Restrict qualifier on class members

Hi,

I’m trying to abstract some special pointers with a class, like in the example program below:

1 #define __remote attribute((address_space(1)))
2 #include <stdint.h>
3
4 __remote int* A;
5 __remote int* B;
6
7 class RemotePtr {
8 private:
9 __remote int* __restrict a;
10
11 public:
12 RemotePtr(__remote int* a) : a(a) {}
13
14 __remote int& at(int n) {
15 return a[n];
16 }
17 };
18
19 int main(int argc, char** argv) {
20 RemotePtr a(A);
21 RemotePtr b(B);
22
23 #pragma unroll 4
24 for(int i=0; i<4; ++i) {
25 a.at(i) += b.at(i);
26 }
27
28 return 0;
29 }

It’s given that pointer a, in each object of the class RemotePtr, is the only pointer that can access the array pointed by it. So, I tried __remote int* __restrict a; (line 9) construct to tell Clang the same. This doesn’t seem to work and I see no noliass in the generated IR. Specifically, I want lines 23-26 optimized assuming no aliasing between A and B. Any reason why Clang shouldn’t annotate memory accesses in lines 23-26 with noaliass taking line 9 into account?

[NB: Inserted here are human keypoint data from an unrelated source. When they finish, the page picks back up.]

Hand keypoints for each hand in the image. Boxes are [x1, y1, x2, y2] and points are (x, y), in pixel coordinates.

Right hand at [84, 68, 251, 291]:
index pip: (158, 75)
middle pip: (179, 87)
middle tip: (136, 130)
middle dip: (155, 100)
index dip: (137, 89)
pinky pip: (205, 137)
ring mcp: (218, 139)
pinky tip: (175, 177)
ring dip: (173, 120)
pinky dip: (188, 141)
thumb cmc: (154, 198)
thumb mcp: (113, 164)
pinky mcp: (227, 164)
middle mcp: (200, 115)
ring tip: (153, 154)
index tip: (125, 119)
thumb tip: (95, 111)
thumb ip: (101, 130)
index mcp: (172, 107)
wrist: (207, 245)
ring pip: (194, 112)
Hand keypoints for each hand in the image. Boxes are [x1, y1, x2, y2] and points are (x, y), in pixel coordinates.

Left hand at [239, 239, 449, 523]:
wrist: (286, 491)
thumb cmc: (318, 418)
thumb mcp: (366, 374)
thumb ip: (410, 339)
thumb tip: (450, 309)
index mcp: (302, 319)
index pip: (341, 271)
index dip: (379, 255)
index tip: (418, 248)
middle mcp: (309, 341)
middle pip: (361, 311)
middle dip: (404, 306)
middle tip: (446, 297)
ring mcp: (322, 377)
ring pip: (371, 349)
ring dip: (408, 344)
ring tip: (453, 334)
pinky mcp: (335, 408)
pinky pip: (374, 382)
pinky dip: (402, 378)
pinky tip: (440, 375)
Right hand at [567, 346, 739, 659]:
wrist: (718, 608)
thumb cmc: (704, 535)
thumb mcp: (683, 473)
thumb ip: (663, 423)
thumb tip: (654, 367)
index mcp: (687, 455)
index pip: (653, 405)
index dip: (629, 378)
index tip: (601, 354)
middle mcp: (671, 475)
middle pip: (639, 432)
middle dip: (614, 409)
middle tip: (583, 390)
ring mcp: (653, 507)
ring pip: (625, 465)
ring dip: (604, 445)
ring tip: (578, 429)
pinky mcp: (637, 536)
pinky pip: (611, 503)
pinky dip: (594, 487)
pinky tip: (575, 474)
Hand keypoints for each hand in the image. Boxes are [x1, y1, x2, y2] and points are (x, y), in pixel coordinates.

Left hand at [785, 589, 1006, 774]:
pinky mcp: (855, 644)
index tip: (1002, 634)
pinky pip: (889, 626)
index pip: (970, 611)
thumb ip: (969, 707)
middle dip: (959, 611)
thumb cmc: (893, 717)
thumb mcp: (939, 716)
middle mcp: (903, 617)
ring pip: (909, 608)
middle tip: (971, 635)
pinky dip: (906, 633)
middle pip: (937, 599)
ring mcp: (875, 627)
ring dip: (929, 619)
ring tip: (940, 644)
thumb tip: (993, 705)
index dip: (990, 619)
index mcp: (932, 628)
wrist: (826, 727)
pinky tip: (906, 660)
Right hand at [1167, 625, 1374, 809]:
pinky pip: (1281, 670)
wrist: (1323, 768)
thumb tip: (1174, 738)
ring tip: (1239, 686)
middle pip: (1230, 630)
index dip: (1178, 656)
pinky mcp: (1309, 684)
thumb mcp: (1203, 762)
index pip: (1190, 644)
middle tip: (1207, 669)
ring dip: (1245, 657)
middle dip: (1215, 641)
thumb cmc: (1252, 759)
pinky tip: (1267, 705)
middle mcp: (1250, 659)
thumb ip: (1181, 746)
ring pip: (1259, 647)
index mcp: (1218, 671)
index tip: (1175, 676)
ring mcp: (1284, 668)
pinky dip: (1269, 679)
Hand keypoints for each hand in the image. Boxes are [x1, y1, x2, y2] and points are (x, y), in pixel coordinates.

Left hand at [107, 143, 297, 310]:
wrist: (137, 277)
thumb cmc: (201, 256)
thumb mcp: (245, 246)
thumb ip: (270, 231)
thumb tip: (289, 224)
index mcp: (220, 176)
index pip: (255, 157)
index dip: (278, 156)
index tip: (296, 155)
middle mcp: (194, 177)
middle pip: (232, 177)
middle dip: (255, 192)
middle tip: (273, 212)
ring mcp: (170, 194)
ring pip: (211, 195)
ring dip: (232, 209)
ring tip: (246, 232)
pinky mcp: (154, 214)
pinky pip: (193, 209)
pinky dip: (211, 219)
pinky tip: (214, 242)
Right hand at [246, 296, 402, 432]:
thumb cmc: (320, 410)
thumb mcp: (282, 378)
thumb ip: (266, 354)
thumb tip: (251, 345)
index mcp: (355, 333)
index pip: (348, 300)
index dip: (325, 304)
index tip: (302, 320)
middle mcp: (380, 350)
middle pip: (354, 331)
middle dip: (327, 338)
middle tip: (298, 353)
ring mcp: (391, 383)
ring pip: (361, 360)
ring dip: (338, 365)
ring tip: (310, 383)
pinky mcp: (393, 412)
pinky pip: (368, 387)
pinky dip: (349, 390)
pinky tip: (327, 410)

The higher level problem is this: is there a way to compile lines 23-26 assuming no aliasing between A and B, by just doing something in the RemotePtr class (so that main is clear of ugly code)? If that’s not possible, is there a way to tell Clang that lines 23-26 should assume no aliasing at all, by some pragma?

Thank you,
Bandhav

Hi Bandhav,

Jeroen Dobbelaere (CC’ed) is currently working on support for restrict qualified local variables and struct members.

The patches exist but are not merged yet. If you want to give it a try apply .

Initially I could only think of this solution for your problem:

Michael (CC’ed) might now another annotation to get llvm.access metadata for the loop, which should do what you intend.

Cheers,

Johannes

Unfortunately https://llvm.org/docs/LangRef.html#llvm-loop-parallel-accesses-metadata
is not a solution here. A loop-parallel access does not imply
non-aliasing. The obvious case is when only reading from a location,
but even when a location is written to I'd be careful to deduce that
they do not alias since it might be a "benign data race" or the value
never used. Additionally, LLVM's loop unroller is known to now handle
noalias metadata correctly as it just copies it.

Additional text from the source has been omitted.